Francis Alÿs works with various media, from painting and drawing to video and photography. Over the past twenty years, he has initiated numerous projects in collaboration with local communities around the world, from South America to North Africa and most recently with children in Afghanistan. He has had solo exhibitions at the MoMA New York, Tate Modern, Dia Art Foundation, and MACBA, among others, and has participated in multiple group shows and biennials. Alÿs was awarded the Blue Orange prize (2004), the Vincent Award (2008), and BACA-laureate prize (2010).  

In the previous century, the Dutch closed off and drained their inland sea in order to reclaim new arable land. The island of Urk, situated in the middle of the sea, suddenly found itself embraced by land, and its inhabitants expected to switch from fishing to farming. However, the fishermen managed to continue their trade and found new fishing grounds, far out in the North Sea. Despite being part of the mainland for decades, the fishing village is still notoriously insular. Episode of the Sea documents modern day North Sea fishery and the fishermen’s struggles with a changed public perception, fluctuating regulations, and excessive global competition, while drawing parallels between fishing and filming.

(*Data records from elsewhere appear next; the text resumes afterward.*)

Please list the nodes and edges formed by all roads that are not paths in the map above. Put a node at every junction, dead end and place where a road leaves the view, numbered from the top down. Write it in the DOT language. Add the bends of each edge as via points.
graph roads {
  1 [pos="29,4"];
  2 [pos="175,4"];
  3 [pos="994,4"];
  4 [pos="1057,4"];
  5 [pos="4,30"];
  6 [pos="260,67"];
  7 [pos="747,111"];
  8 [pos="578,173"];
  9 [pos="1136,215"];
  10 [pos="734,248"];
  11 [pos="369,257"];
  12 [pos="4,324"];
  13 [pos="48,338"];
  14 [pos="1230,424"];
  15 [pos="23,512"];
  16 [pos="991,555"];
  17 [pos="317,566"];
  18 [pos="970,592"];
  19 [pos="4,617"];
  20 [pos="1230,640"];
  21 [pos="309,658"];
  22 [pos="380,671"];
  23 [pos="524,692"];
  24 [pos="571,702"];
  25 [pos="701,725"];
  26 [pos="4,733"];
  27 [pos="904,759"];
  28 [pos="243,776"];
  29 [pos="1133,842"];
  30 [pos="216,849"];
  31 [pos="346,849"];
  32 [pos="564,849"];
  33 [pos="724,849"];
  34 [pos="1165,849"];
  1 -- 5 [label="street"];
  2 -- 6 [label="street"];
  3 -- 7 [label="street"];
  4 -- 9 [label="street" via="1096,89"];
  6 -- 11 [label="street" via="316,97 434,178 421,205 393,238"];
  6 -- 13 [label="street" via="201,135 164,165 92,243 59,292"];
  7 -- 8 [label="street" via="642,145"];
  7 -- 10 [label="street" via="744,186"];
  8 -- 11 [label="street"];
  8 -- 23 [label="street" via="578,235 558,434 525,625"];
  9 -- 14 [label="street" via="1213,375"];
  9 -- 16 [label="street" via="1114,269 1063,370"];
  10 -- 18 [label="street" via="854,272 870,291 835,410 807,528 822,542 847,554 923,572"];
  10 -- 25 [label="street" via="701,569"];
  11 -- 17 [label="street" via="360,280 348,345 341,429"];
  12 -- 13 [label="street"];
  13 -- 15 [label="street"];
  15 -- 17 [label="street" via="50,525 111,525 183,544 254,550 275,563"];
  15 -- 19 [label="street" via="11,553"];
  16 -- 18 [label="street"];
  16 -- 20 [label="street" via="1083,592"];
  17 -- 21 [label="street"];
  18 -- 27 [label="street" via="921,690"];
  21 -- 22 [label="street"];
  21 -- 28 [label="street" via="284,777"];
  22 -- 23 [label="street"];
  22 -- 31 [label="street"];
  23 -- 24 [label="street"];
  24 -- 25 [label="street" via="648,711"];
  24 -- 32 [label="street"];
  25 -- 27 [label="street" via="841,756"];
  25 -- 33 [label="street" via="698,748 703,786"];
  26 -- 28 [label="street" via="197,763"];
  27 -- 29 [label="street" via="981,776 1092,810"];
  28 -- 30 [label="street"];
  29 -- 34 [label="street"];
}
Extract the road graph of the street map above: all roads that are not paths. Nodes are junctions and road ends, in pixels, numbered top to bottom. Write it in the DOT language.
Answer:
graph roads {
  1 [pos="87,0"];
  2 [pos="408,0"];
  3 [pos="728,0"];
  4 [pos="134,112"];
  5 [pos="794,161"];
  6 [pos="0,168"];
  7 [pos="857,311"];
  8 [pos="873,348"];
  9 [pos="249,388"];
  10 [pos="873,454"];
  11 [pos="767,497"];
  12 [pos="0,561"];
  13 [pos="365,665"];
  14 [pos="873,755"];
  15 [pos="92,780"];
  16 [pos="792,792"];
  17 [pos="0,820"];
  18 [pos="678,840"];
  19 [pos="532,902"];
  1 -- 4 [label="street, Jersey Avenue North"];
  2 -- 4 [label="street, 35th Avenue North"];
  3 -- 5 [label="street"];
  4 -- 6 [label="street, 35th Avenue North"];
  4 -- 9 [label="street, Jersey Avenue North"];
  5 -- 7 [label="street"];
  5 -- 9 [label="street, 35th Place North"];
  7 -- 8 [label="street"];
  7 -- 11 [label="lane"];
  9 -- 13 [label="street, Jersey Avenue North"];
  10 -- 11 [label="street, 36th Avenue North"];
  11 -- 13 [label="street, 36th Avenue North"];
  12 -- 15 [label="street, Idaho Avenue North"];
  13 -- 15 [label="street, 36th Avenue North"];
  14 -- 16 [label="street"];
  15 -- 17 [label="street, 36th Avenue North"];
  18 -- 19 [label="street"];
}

The Silence of Ani is set on the Turkish-Armenian border in what used to be the Armenian city of Ani, which after centuries of successive invasions and sackings, exists today in a state of total abandon and decay. Alÿs gave instruments that imitate birds – bird calls – to a group of teenagers from the surrounding villages. They entered the city walls and, hidden in the rubble, sounded the bird calls to create the illusion that the city was coming back to life.